Heated mixer-kneader-type dryers are known to be useful in carrying out thermal processes on liquid, pasty, and solid materials. U.S. Pat. No. 3,687,422 discloses a multiple spindle mixing kneader that includes paddles, disc sectors, and kneading bars as product manipulation means. These elements are arranged so that the processed material is wiped on the heated inner surface of the housing to provide a large surface from which vaporization of volatile materials may take place. Other heated mixer-kneader dryers are disclosed in U.S. Pat. Nos. 3,317,959; 3,346,242; 3,347,528; 3,480,997; 3,689,035; 3,880,407; 4,575,253; and 4,650,338. U.S. Pat.
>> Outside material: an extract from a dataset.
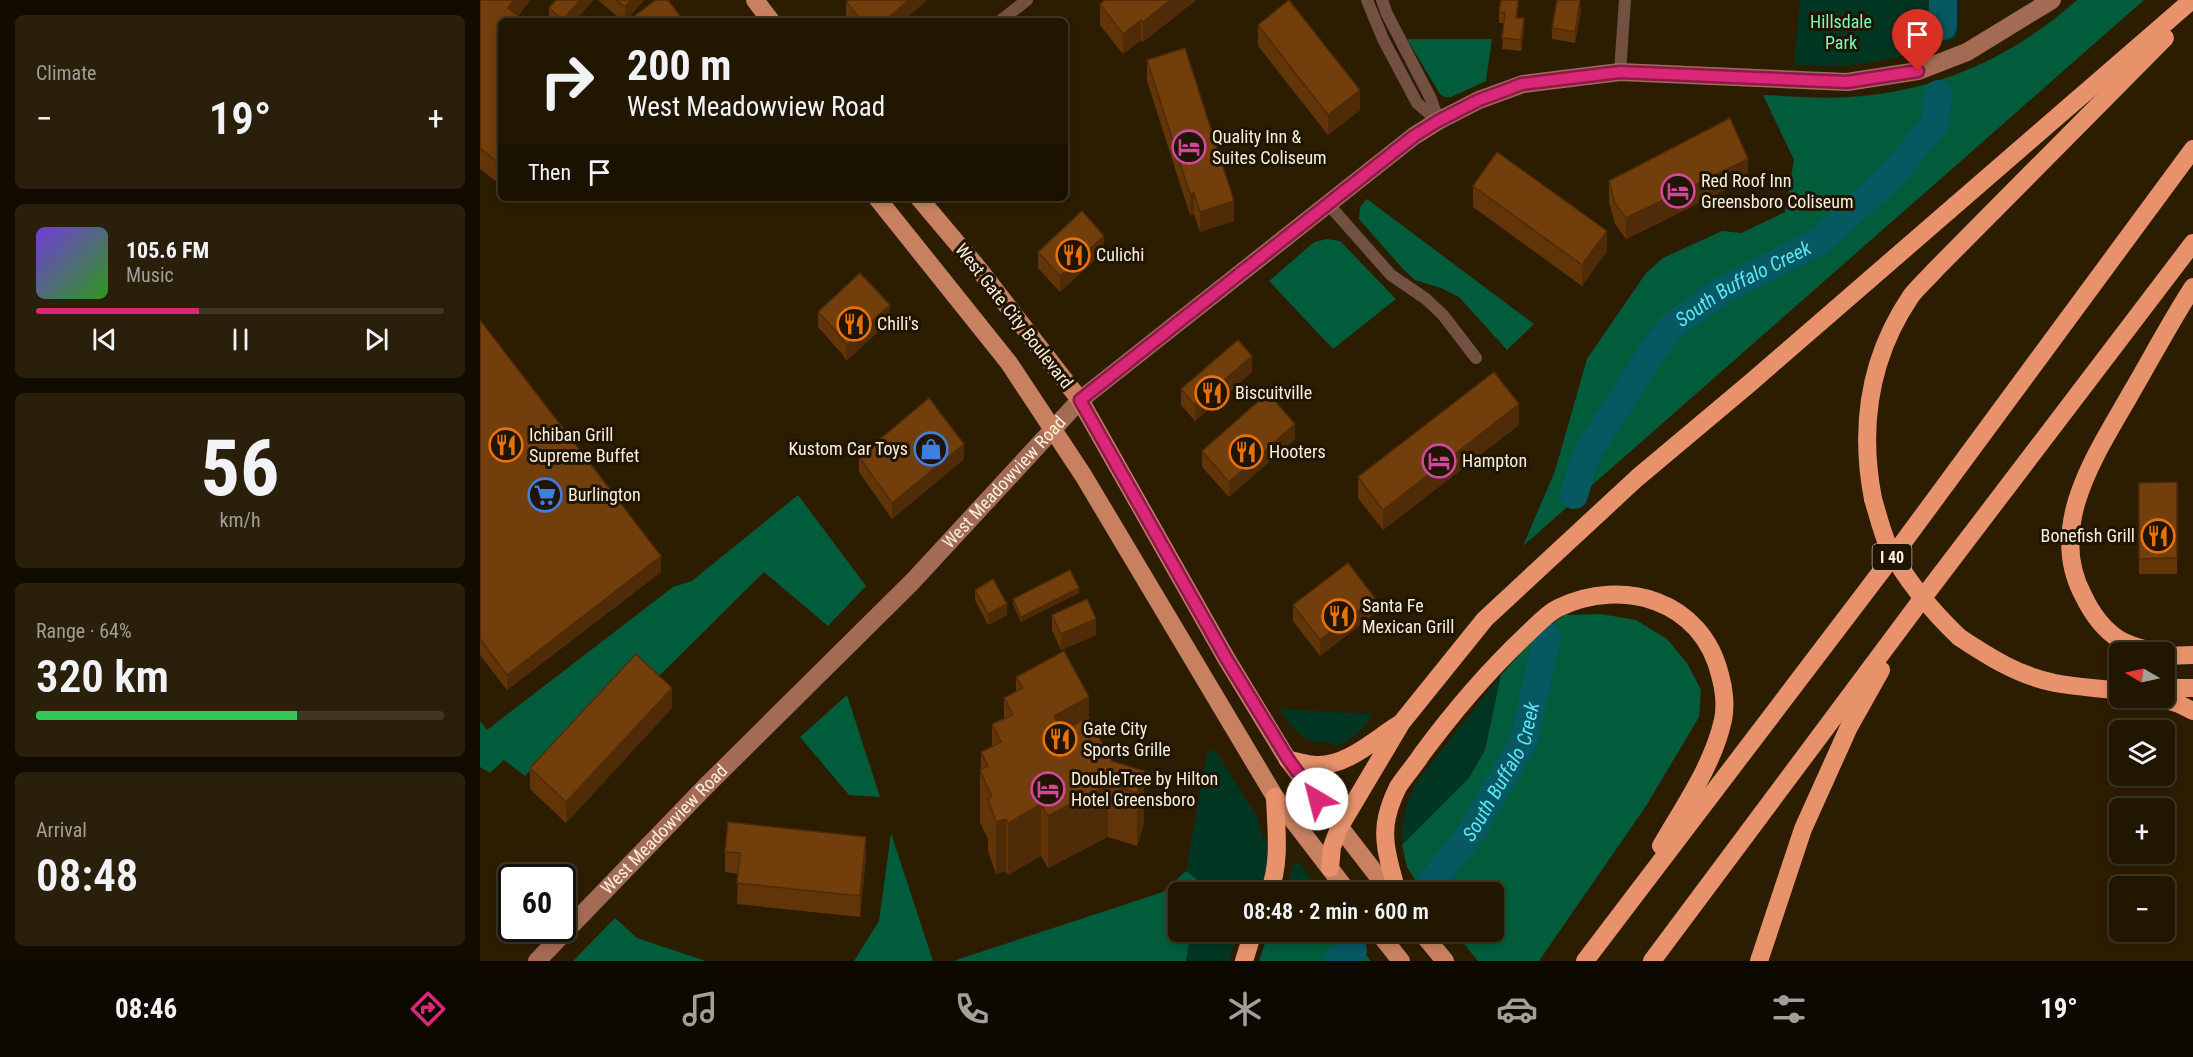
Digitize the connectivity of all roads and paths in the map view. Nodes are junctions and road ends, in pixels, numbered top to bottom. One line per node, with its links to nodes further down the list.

No. 4,216,063 issued to Ailloud et al. discloses a method of continuously purifying toluene diisocyanate (TDI) to high purity using an agitated, scraped evaporator in combination with increasing evaporation temperature from within the range of about 70.degree. C. to 175.degree. C. up to a temperature within the range of about 210.degree. C. to 250.degree. C., using a pressure within the range of 1-50 mm Hg. The isolated residue product is said to be a dry, friable solid that is easily collected and disposed of. The process disclosed in the '063 patent, however, is limited to purification of one aromatic isocyanate, TDI, under the processing conditions described hereinabove. Attempts by the present inventors to adopt the process disclosed in the '063 patent for use on aliphatic isocyanates have been unsuccessful, resulting in a sticky, viscous paste that clogs the processing equipment, and is difficult to collect and dispose of.
In view of the above, it is clear that there is a need in the isocyanates manufacturing community for improved processes for isolating aliphatic isocyanate monomers from polymeric residue byproducts while simultaneously providing a waste residue that is easily handled and disposed of. The present invention provides one answer to that need.